Вскоре, несмотря на основательную экономию на завтраках, ему не стало хватать денег даже на откидные места. Встречи с Беатрис становились все более редкими. Эдуар не смел ничего сказать ей. Он боялся. И поскольку он не умел притворяться, свидания их превратились в серию немых мученических вопросов, которые изрядно портили настроение молодой женщине. А вообще-то Беатрис учила роль в новой пьесе и, можно сказать, лица Эдуара не видела. Впрочем, лица Жолио тоже. У нее была роль, настоящая роль, и зеркало стало ее лучшим другом. Оно не отражало теперь длинной фигуры и склоненного затылка юного шатена, а только страстную героиню драмы XIX века.

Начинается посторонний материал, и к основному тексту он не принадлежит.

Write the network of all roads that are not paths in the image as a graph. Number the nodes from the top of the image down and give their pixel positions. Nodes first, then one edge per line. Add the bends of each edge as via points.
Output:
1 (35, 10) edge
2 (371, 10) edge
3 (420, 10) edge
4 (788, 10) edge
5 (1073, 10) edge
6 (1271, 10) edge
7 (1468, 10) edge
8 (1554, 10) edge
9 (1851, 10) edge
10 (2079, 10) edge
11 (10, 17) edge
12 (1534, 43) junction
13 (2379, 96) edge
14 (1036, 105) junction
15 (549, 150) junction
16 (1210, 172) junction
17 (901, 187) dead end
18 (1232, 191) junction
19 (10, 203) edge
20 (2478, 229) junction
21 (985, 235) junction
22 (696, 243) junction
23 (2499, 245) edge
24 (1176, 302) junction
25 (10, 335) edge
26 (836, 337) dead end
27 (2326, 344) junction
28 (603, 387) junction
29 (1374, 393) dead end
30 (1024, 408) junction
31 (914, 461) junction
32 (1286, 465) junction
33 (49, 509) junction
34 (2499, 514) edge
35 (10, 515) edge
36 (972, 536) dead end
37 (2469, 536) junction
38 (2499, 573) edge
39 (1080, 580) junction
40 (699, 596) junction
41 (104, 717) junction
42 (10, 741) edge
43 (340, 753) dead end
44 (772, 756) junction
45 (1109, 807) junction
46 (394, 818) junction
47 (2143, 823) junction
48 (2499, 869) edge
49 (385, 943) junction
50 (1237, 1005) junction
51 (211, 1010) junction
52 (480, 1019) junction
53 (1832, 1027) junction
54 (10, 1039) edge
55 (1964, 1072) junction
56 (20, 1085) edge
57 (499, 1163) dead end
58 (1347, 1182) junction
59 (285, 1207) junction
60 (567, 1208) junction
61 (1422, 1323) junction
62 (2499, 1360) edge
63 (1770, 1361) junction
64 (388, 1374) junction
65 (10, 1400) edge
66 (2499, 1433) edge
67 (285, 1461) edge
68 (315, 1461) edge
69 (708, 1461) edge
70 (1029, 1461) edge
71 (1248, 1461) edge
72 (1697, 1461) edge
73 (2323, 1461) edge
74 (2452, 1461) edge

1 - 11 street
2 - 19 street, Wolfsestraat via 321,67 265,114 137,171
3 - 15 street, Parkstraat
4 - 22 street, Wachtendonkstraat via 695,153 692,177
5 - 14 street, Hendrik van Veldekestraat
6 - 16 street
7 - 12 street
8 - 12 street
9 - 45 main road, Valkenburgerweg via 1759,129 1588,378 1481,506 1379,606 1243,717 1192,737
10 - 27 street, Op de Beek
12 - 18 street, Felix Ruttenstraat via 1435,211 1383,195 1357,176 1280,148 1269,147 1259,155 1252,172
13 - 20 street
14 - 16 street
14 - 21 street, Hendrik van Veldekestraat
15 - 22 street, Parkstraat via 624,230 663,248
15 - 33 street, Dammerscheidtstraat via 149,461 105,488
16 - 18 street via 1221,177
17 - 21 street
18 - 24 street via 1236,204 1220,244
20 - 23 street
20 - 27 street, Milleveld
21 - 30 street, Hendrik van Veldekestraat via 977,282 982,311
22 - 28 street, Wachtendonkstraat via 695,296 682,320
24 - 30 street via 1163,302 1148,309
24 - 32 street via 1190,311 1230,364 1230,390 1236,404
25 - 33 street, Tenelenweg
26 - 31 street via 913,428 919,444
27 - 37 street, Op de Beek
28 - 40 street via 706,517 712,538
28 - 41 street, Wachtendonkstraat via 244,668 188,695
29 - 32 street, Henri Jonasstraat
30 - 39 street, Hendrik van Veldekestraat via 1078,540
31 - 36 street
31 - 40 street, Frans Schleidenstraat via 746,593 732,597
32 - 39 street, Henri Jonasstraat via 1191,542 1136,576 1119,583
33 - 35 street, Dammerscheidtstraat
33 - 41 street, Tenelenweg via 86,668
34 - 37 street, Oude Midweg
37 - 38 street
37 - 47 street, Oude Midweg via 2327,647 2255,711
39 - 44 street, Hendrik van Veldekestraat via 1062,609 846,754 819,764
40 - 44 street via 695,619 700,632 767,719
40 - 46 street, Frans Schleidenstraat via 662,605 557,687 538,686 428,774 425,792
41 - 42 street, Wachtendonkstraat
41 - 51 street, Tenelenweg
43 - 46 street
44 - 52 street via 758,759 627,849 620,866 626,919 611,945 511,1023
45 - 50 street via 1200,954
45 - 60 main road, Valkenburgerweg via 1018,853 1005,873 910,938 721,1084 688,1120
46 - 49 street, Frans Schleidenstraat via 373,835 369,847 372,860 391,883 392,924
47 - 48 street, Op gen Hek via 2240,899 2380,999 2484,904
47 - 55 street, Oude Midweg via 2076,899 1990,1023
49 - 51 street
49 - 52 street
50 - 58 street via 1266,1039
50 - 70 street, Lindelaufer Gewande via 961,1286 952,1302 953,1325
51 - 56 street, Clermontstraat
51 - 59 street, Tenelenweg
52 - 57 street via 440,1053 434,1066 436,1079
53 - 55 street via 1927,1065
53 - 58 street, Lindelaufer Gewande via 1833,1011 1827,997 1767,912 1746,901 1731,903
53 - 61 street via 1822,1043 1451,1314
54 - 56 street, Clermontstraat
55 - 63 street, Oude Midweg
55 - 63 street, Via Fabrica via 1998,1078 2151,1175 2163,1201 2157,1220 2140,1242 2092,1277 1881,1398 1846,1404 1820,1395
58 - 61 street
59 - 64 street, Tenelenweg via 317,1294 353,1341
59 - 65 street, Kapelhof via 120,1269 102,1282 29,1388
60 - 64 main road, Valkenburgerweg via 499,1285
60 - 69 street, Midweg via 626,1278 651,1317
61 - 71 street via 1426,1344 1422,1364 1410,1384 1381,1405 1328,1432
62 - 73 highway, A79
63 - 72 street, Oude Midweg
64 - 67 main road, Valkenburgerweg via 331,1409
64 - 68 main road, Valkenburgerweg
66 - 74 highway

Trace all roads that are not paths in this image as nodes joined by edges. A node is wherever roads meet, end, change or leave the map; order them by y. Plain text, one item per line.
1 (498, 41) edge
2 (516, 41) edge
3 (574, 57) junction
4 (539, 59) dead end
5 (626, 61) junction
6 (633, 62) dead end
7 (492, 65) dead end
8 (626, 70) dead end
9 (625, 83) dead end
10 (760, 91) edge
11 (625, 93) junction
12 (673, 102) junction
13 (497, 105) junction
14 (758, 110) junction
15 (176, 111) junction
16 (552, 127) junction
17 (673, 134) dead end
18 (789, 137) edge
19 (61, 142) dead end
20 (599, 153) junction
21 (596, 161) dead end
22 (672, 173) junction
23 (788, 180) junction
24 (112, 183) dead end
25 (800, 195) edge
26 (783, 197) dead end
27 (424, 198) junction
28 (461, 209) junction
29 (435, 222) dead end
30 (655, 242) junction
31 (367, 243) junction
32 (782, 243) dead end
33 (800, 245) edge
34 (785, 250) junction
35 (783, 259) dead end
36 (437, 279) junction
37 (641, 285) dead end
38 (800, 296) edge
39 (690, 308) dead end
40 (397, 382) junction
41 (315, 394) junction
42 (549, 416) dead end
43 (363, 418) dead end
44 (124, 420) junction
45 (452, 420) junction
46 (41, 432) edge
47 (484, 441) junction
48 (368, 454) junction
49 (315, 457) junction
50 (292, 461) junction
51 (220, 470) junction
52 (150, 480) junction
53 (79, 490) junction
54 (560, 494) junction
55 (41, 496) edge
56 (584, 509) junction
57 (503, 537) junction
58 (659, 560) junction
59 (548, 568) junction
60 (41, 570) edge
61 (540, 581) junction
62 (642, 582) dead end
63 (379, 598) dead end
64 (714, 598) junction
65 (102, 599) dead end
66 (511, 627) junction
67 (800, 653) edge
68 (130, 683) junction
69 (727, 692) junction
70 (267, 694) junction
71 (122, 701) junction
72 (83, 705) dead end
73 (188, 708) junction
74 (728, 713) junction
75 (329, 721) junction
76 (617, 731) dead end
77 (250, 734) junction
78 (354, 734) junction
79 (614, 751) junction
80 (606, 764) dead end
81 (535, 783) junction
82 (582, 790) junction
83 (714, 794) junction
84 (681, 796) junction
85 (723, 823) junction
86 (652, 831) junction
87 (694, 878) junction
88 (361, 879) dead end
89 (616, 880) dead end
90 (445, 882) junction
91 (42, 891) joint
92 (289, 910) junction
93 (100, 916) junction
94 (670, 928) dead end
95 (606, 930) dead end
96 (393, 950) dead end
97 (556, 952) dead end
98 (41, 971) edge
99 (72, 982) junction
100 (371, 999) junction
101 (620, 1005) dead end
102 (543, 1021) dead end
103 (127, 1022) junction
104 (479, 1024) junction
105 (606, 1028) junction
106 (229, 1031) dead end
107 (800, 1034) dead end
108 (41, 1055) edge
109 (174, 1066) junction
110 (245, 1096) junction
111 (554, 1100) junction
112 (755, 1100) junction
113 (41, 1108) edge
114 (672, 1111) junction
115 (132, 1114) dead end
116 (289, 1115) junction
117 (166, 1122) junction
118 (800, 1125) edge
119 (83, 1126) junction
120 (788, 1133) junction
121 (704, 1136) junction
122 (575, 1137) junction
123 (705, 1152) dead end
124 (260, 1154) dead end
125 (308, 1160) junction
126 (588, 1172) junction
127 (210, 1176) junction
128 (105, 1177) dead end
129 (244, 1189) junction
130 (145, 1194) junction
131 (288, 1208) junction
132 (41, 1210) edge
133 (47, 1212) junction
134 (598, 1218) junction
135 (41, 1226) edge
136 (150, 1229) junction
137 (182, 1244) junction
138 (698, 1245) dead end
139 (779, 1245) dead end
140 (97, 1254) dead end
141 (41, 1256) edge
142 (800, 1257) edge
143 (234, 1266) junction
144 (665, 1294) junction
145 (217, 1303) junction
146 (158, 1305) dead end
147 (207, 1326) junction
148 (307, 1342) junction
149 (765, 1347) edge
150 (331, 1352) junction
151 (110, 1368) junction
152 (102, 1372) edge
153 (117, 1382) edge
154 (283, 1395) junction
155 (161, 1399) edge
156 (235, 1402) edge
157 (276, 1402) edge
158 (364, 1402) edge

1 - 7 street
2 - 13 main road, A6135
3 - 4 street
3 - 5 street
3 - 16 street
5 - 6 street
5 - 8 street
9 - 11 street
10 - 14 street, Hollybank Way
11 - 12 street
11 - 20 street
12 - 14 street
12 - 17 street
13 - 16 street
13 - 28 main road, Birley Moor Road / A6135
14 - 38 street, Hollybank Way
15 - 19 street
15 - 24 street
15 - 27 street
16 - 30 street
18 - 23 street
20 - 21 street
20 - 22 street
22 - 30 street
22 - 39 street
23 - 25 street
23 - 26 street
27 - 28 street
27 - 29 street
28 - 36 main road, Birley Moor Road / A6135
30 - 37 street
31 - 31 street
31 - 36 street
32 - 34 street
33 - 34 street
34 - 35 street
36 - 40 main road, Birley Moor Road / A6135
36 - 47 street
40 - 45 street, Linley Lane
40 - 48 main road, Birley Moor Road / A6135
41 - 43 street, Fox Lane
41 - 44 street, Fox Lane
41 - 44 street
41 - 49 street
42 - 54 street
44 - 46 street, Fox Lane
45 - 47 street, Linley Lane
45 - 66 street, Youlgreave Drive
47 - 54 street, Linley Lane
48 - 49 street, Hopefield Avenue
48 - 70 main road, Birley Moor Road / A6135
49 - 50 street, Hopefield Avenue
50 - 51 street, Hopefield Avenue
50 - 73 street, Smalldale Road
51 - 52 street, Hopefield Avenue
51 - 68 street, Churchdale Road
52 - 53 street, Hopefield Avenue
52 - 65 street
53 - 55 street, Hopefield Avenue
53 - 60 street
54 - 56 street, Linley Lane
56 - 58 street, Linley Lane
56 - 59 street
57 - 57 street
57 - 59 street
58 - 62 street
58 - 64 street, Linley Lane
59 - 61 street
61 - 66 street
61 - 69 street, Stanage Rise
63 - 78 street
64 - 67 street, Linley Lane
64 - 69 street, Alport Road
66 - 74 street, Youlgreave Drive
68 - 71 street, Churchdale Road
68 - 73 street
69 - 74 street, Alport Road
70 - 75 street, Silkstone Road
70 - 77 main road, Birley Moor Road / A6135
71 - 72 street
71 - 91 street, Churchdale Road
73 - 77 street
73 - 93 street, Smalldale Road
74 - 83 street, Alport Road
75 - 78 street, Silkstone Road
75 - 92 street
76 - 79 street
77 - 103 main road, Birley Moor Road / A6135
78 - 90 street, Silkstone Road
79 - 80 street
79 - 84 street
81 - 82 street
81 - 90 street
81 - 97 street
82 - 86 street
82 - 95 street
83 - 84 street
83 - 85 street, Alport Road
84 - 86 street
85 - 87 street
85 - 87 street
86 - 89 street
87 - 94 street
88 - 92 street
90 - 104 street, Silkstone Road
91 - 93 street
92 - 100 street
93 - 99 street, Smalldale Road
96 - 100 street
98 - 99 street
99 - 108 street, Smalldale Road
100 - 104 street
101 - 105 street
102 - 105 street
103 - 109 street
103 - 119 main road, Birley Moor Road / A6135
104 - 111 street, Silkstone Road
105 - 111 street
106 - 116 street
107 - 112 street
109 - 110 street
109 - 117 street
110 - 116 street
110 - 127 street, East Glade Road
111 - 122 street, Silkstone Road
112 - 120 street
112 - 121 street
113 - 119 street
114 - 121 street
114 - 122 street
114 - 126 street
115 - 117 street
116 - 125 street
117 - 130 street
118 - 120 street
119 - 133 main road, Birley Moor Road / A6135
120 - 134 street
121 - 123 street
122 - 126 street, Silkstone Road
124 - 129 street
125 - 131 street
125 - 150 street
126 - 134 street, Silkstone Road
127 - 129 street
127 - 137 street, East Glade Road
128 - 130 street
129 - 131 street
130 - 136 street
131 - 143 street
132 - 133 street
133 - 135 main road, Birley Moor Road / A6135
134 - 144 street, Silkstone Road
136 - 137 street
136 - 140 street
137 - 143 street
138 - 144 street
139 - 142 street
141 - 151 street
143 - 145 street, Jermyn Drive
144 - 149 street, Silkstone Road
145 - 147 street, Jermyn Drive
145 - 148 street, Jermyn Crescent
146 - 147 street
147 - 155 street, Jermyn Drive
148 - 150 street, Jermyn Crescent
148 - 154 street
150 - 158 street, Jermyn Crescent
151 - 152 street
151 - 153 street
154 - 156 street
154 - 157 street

Эдуар, обманывая свою беду и заглушая неотступную тоску по Беатрис, стал много бродить по Парижу. Он вышагивал в день по десять-пятнадцать километров, являя взорам встречавшихся на его пути женщин свое похудевшее, отсутствующее, голодное лицо, из-за чего у него могло быть множество любовных приключений, если бы он замечал этих женщин. Но он ничего не видел вокруг. Ему необходимо было разобраться в происшедшем, понять, почему он оказался недостойным обладания Беатрис. Он не мог знать, что, напротив, в высшей степени был достоин ее, а этого тоже не прощают. Однажды вечером, вконец отчаявшийся и голодный – он не ел уже два дня, – Эдуар оказался у дверей дома Малиграссов. Он вошел. Дядюшка, лежа на диване, листал какой-то театральный журнал: это удивило Эдуара, обычно Ален читал только «Нувель ревю Франсез». Они недоуменно посмотрели друг на друга, оба были изрядно измотаны, и оба не догадывались, что причина их мучений одна и та же. В комнату вошла Фанни, поцеловала Эдуара, удивилась, что он так плохо выглядит. Сама она, напротив, помолодела и похорошела: решив не обращать внимания на недуг Алена, она принялась ходить по институтам красоты и задалась целью сделать еще более привлекательным для мужа свой очаровательный дом. Она прекрасно понимала, что действует всего лишь по рецептам женского журнала, но, поскольку вся эта история была свойства далеко не интеллектуального, Фанни без всяких колебаний поступала именно так. Когда первая волна ее гнева схлынула, она мечтала только о счастье или хотя бы покое для Алена.
– Эдуар, малыш, вы выглядите очень усталым. Это все ваша работа в страховой конторе? Надо за вами присмотреть.
– Я очень голоден, – признался Эдуар.
Фанни рассмеялась:
– Пойдемте со мной на кухню. Там остались ветчина и сыр.
Они были уже в дверях, когда услышали голос Алена, невыразительный и безликий до неузнаваемости:
– Эдуар, ты видел эту фотографию Беатрис в «Опера»?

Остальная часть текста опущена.